▶ **WHAT TO DO**
Whenever a line below includes the string "Nasr", show it.

▶ **PROVIDED INFORMATION**
=-=-=

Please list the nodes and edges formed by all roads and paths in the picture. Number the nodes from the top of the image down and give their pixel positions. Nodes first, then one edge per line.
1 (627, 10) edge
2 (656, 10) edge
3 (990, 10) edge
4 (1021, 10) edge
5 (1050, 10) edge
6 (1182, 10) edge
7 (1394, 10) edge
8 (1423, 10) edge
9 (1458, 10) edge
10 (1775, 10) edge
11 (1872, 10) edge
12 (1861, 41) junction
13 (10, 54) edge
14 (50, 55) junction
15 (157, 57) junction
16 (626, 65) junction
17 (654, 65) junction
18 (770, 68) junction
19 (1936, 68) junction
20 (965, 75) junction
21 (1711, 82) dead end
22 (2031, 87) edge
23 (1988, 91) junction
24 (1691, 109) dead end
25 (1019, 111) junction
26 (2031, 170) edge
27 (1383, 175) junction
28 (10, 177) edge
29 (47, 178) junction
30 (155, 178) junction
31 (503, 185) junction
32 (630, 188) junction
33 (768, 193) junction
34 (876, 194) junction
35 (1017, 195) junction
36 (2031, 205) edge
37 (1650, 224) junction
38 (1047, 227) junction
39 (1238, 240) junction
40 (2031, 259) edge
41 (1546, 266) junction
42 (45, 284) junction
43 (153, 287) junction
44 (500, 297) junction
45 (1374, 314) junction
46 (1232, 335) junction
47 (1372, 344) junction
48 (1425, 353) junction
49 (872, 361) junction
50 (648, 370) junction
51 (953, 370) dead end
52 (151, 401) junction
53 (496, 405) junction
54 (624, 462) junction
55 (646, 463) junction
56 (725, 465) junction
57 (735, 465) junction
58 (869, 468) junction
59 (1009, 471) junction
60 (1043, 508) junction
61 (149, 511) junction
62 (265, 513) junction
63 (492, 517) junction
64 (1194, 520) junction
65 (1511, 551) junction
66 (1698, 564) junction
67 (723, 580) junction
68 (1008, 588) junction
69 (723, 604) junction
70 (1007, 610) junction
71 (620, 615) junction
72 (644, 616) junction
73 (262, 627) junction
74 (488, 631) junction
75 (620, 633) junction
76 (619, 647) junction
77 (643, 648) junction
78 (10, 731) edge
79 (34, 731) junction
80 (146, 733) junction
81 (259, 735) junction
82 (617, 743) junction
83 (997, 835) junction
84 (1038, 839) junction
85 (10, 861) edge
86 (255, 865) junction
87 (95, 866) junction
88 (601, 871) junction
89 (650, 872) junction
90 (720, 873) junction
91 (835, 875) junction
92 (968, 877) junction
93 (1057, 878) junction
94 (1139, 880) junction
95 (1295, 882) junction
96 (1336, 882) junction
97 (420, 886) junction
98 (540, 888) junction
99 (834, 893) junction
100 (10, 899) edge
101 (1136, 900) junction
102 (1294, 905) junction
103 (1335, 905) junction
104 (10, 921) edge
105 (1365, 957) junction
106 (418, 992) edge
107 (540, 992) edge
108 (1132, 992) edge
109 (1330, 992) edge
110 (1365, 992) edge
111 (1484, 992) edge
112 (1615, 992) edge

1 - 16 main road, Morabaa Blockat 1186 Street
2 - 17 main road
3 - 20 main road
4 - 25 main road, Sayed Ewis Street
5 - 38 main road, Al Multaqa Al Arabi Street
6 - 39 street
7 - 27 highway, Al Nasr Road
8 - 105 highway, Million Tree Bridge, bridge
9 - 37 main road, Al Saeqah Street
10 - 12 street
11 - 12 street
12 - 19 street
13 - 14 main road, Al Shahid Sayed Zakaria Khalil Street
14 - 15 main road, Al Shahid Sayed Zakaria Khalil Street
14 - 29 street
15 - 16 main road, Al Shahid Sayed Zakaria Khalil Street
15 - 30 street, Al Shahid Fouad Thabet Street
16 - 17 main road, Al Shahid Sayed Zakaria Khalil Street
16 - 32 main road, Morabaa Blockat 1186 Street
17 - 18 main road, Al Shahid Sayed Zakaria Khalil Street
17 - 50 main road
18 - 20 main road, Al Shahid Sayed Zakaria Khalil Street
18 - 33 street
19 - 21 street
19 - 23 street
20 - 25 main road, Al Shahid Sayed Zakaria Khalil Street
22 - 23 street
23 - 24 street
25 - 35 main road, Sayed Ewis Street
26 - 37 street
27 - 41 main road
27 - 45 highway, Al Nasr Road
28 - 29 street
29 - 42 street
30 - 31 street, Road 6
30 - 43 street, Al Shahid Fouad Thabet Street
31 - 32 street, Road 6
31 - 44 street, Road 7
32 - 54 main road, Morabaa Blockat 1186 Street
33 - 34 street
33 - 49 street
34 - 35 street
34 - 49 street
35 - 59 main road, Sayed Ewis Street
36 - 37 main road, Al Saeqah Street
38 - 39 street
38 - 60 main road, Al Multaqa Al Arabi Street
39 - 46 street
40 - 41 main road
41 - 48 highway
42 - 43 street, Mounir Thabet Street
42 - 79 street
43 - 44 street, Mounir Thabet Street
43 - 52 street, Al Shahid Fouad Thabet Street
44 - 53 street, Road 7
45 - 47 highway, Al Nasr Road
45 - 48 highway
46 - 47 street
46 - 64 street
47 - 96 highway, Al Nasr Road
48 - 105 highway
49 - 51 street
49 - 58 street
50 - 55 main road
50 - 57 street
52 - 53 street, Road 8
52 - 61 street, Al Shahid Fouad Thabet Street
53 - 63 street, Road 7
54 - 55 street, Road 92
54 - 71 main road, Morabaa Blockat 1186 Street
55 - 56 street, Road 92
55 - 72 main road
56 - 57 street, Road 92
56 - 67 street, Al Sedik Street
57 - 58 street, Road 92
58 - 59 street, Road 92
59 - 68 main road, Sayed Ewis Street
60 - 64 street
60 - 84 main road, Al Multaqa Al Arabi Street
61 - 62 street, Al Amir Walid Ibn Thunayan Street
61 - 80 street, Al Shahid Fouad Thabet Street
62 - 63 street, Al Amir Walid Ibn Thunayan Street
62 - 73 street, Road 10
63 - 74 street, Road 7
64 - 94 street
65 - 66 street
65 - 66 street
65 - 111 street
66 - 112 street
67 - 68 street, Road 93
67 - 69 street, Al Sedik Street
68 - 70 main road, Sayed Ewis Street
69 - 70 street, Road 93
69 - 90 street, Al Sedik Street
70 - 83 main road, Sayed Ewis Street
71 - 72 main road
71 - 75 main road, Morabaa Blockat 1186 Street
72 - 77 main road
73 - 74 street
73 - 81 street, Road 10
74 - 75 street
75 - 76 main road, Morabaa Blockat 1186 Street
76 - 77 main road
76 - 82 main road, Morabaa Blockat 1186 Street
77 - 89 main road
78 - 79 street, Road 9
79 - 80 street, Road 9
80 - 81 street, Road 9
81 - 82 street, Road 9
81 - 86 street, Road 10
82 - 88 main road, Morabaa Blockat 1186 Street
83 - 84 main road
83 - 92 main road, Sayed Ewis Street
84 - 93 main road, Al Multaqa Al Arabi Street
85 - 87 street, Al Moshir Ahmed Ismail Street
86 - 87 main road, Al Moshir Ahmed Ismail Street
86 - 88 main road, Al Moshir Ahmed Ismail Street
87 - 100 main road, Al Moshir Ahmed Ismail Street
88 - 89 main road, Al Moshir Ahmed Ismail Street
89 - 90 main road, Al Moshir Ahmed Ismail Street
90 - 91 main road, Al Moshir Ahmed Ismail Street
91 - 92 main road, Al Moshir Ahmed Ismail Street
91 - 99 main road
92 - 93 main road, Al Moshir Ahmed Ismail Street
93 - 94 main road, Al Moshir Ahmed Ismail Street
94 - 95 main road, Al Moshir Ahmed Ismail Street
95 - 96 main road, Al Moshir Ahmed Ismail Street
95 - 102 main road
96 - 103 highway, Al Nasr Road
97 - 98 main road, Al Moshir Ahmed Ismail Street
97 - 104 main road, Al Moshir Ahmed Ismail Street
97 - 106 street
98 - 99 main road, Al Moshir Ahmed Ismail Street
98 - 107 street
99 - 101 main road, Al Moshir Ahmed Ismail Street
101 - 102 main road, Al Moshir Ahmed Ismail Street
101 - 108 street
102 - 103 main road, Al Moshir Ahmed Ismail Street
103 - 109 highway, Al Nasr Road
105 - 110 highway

=-=-=

▶ **REPLY**
7 - 27 highway, Al Nasr Road
27 - 45 highway, Al Nasr Road
45 - 47 highway, Al Nasr Road
47 - 96 highway, Al Nasr Road
96 - 103 highway, Al Nasr Road
103 - 109 highway, Al Nasr Road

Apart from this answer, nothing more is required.